If those losses continue at the same pace through the end of the fiscal year next week, the red ink will exceed $75 million for the full year. Georgetown's medical center lost $62.4 million last year and $57 million in 1997.

Like major academic medical centers across the country, Georgetown is under enormous pressure from reduced federal medical education payments mandated by the Balanced Budget Act of 1997 as well as a continuing decline in hospital use by people with cost-conscious health plans.

It's a situation further complicated by a tumultuous and lopsided local health care system with a sea of empty hospital beds and 80,000 uninsured residents who do not have reliable access to basic medical services.

Those financial pressures already have driven the medical center on Reservoir Road NW into partnership talks with MedStar Health, which owns some Baltimore health facilities and this region's largest hospital, Washington Hospital Center.

MedStar officials said yesterday they know what they'd be getting into by making a deal with Georgetown and said school officials have been forthcoming with all the financial data--including any bad news.

"If this transaction is completed, it's because we think we can turn it around," said MedStar Vice President Lisa Wyatt. "We have smart financial management here and a history of success."

Georgetown officials expressed confidence that the deal will go through and that the university is on track in its pursuit of a financially strong partner.

"Our board is not going to panic," said Georgetown spokesman Dan Porterfield. "It's going to focus on Georgetown's strengths and making sure those strengths are preserved and enhanced. In our case, that's academic quality, and that means having a first-class school and biomedical research enterprise. Those have both had excellent years."

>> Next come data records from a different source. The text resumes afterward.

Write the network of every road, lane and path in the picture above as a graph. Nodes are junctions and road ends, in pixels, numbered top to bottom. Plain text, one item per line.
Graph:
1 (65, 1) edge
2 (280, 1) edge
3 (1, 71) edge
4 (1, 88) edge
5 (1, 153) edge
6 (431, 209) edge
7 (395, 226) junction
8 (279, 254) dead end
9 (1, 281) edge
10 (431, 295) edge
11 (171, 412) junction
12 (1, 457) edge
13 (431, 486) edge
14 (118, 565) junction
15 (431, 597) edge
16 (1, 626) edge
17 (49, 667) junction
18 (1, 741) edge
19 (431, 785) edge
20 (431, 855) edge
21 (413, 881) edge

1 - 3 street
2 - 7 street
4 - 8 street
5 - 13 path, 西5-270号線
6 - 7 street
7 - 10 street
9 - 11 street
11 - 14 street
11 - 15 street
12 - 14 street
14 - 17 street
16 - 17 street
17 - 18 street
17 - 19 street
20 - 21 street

Across the nation, academic medical centers have suffered disastrous losses, with many reporting much larger deficits than Georgetown. Wall Street analysts who review their creditworthiness have created a new category of academic medical centers they call the $100 Million Club that includes those whose single-year losses surpass that figure, said hospital consultant Susan Hansen.

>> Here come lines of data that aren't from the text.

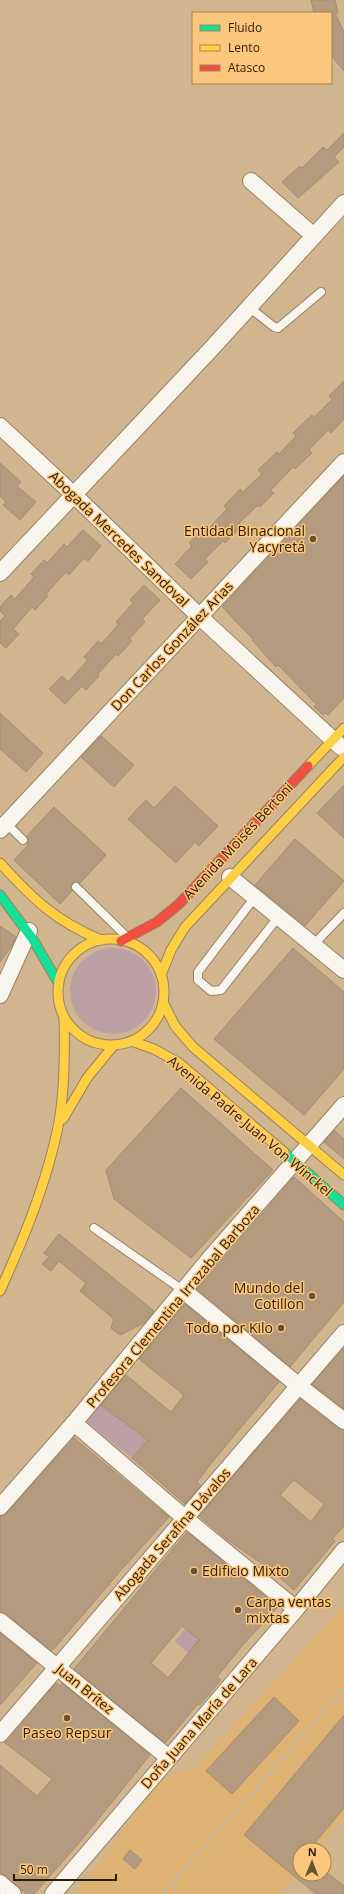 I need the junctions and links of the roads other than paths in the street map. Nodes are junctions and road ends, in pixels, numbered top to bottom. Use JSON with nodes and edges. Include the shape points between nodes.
{"nodes":[{"id":1,"x":251,"y":181,"type":"dead end"},
{"id":2,"x":344,"y":203,"type":"edge"},
{"id":3,"x":314,"y":236,"type":"junction"},
{"id":4,"x":321,"y":292,"type":"dead end"},
{"id":5,"x":249,"y":307,"type":"junction"},
{"id":6,"x":0,"y":426,"type":"edge"},
{"id":7,"x":344,"y":462,"type":"edge"},
{"id":8,"x":73,"y":494,"type":"junction"},
{"id":9,"x":0,"y":573,"type":"edge"},
{"id":10,"x":200,"y":617,"type":"junction"},
{"id":11,"x":344,"y":728,"type":"edge"},
{"id":12,"x":338,"y":745,"type":"edge"},
{"id":13,"x":344,"y":757,"type":"edge"},
{"id":14,"x":3,"y":827,"type":"edge"},
{"id":15,"x":23,"y":840,"type":"dead end"},
{"id":16,"x":0,"y":863,"type":"edge"},
{"id":17,"x":230,"y":877,"type":"junction"},
{"id":18,"x":76,"y":887,"type":"dead end"},
{"id":19,"x":0,"y":895,"type":"edge"},
{"id":20,"x":255,"y":897,"type":"junction"},
{"id":21,"x":344,"y":913,"type":"edge"},
{"id":22,"x":279,"y":916,"type":"junction"},
{"id":23,"x":29,"y":931,"type":"junction"},
{"id":24,"x":125,"y":939,"type":"junction"},
{"id":25,"x":101,"y":940,"type":"junction"},
{"id":26,"x":314,"y":944,"type":"junction"},
{"id":27,"x":344,"y":970,"type":"edge"},
{"id":28,"x":161,"y":975,"type":"junction"},
{"id":29,"x":59,"y":984,"type":"junction"},
{"id":30,"x":0,"y":995,"type":"edge"},
{"id":31,"x":163,"y":1002,"type":"junction"},
{"id":32,"x":64,"y":1018,"type":"junction"},
{"id":33,"x":131,"y":1041,"type":"junction"},
{"id":34,"x":114,"y":1045,"type":"junction"},
{"id":35,"x":344,"y":1105,"type":"edge"},
{"id":36,"x":58,"y":1127,"type":"junction"},
{"id":37,"x":310,"y":1144,"type":"junction"},
{"id":38,"x":296,"y":1162,"type":"junction"},
{"id":39,"x":344,"y":1175,"type":"edge"},
{"id":40,"x":344,"y":1205,"type":"edge"},
{"id":41,"x":94,"y":1228,"type":"dead end"},
{"id":42,"x":0,"y":1291,"type":"edge"},
{"id":43,"x":184,"y":1291,"type":"junction"},
{"id":44,"x":344,"y":1333,"type":"edge"},
{"id":45,"x":299,"y":1386,"type":"junction"},
{"id":46,"x":344,"y":1421,"type":"edge"},
{"id":47,"x":74,"y":1423,"type":"junction"},
{"id":48,"x":0,"y":1507,"type":"edge"},
{"id":49,"x":186,"y":1519,"type":"junction"},
{"id":50,"x":344,"y":1550,"type":"edge"},
{"id":51,"x":296,"y":1609,"type":"junction"},
{"id":52,"x":0,"y":1621,"type":"edge"},
{"id":53,"x":57,"y":1667,"type":"junction"},
{"id":54,"x":0,"y":1734,"type":"edge"},
{"id":55,"x":169,"y":1758,"type":"junction"},
{"id":56,"x":0,"y":1883,"type":"edge"},
{"id":57,"x":13,"y":1894,"type":"edge"},
{"id":58,"x":53,"y":1894,"type":"edge"}],
"edges":[{"from":1,"to":3,"type":"street"},
{"from":2,"to":3,"type":"street"},
{"from":3,"to":5,"type":"street"},
{"from":4,"to":5,"type":"lane","via":[[278,328]]},
{"from":5,"to":8,"type":"street"},
{"from":6,"to":8,"type":"street","name":"Abogada Mercedes Sandoval"},
{"from":7,"to":10,"type":"street","name":"Don Carlos González Arias"},
{"from":8,"to":9,"type":"street"},
{"from":8,"to":10,"type":"street","name":"Abogada Mercedes Sandoval"},
{"from":10,"to":12,"type":"street","name":"Abogada Mercedes Sandoval"},
{"from":10,"to":14,"type":"street","name":"Don Carlos González Arias"},
{"from":11,"to":12,"type":"main road","name":"Avenida Moisés Bertoni"},
{"from":12,"to":24,"type":"main road","name":"Avenida Moisés Bertoni","via":[[179,904],[157,922]]},
{"from":13,"to":17,"type":"main road","name":"Avenida Moisés Bertoni"},
{"from":14,"to":15,"type":"lane"},
{"from":16,"to":25,"type":"main road","via":[[51,913]]},
{"from":17,"to":20,"type":"street"},
{"from":17,"to":28,"type":"main road","name":"Avenida Moisés Bertoni","via":[[176,939]]},
{"from":18,"to":24,"type":"lane"},
{"from":19,"to":23,"type":"main road"},
{"from":20,"to":22,"type":"street"},
{"from":20,"to":22,"type":"lane","via":[[198,972],[198,980],[202,984],[211,991],[221,990]]},
{"from":21,"to":26,"type":"lane"},
{"from":22,"to":26,"type":"street"},
{"from":23,"to":29,"type":"main road"},
{"from":23,"to":30,"type":"street"},
{"from":24,"to":25,"type":"main road"},
{"from":24,"to":28,"type":"main road","via":[[146,953]]},
{"from":25,"to":29,"type":"main road","via":[[76,953],[66,964]]},
{"from":26,"to":27,"type":"street"},
{"from":28,"to":31,"type":"main road"},
{"from":29,"to":32,"type":"main road","via":[[59,1001]]},
{"from":31,"to":33,"type":"main road","via":[[154,1022],[144,1034]]},
{"from":31,"to":37,"type":"main road","name":"Avenida Padre Juan Von Winckel","via":[[170,1019],[189,1043]]},
{"from":32,"to":34,"type":"main road","via":[[82,1036],[97,1043]]},
{"from":32,"to":36,"type":"main road","via":[[65,1066]]},
{"from":33,"to":34,"type":"main road"},
{"from":33,"to":38,"type":"main road","name":"Avenida Padre Juan Von Winckel","via":[[154,1049],[179,1063]]},
{"from":34,"to":36,"type":"main road","via":[[87,1078]]},
{"from":35,"to":37,"type":"street","name":"Profesora Clementina Irrazabal Barboza"},
{"from":36,"to":42,"type":"main road","via":[[26,1234]]},
{"from":37,"to":38,"type":"street","name":"Profesora Clementina Irrazabal Barboza"},
{"from":37,"to":39,"type":"main road","name":"Avenida Padre Juan Von Winckel"},
{"from":38,"to":40,"type":"main road","name":"Avenida Padre Juan Von Winckel"},
{"from":38,"to":43,"type":"street","name":"Profesora Clementina Irrazabal Barboza"},
{"from":41,"to":43,"type":"lane"},
{"from":43,"to":45,"type":"street"},
{"from":43,"to":47,"type":"street","name":"Profesora Clementina Irrazabal Barboza"},
{"from":44,"to":45,"type":"street","name":"Abogada Serafina Dávalos"},
{"from":45,"to":46,"type":"street"},
{"from":45,"to":49,"type":"street","name":"Abogada Serafina Dávalos"},
{"from":47,"to":48,"type":"street","name":"Profesora Clementina Irrazabal Barboza"},
{"from":47,"to":49,"type":"street"},
{"from":49,"to":51,"type":"street"},
{"from":49,"to":53,"type":"street","name":"Abogada Serafina Dávalos"},
{"from":50,"to":51,"type":"street","name":"Doña Juana María de Lara"},
{"from":51,"to":55,"type":"street","name":"Doña Juana María de Lara"},
{"from":52,"to":53,"type":"street","name":"Juan Brítez"},
{"from":53,"to":54,"type":"street","name":"Abogada Serafina Dávalos"},
{"from":53,"to":55,"type":"street","name":"Juan Brítez"},
{"from":55,"to":58,"type":"street","name":"Doña Juana María de Lara"},
{"from":56,"to":57,"type":"street"}]}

Georgetown's consolidation with MedStar is the best hope of preserving hospital services at the current site, Hansen said.

"If they didn't do anything, I think for sure there would be a loss of service to people in that part of the city," she said. "If Georgetown had to decide which was more important, the academic enterprise or the hospital, I'm pretty sure the academic would win."

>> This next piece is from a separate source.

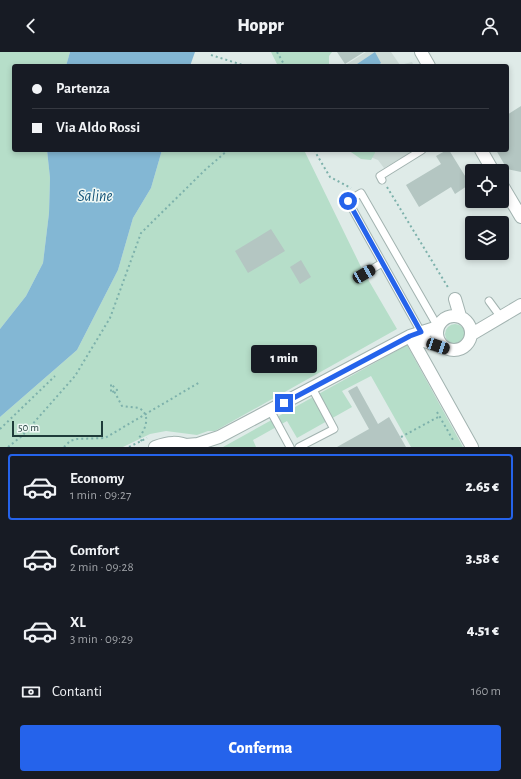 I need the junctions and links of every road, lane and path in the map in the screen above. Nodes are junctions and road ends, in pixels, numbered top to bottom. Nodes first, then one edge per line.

Jordan Cohen, president of the Association of American Medical Colleges, said that if current trends continue, 40 percent of the nation's major teaching hospitals will be losing money within three years and the average loss at each will be $50 million.

Stanford's partnership with the University of California at San Francisco, already is reporting huge losses, as are the teaching hospitals at the University of Pennsylvania and Harvard, among many others.

"This is really serious business," Cohen said yesterday. "We're concerned that unless something is done we're going to see some irreversible damage done to the gems of American medicine. I'm sure Congress didn't intend the Balanced Budget Act to have that kind of effect. We're calling on Congress to make some mid-course corrections here."

In the District, George Washington University Medical Center's projected loss is $39 million for the current fiscal year. That does not count a slight profit posted by the hospital, which was purchased by a for-profit firm, said Skip Williams, university health affairs vice president.

The financial performance of the District's other teaching hospital at Howard University has improved slightly, according to Moody's Investors Service.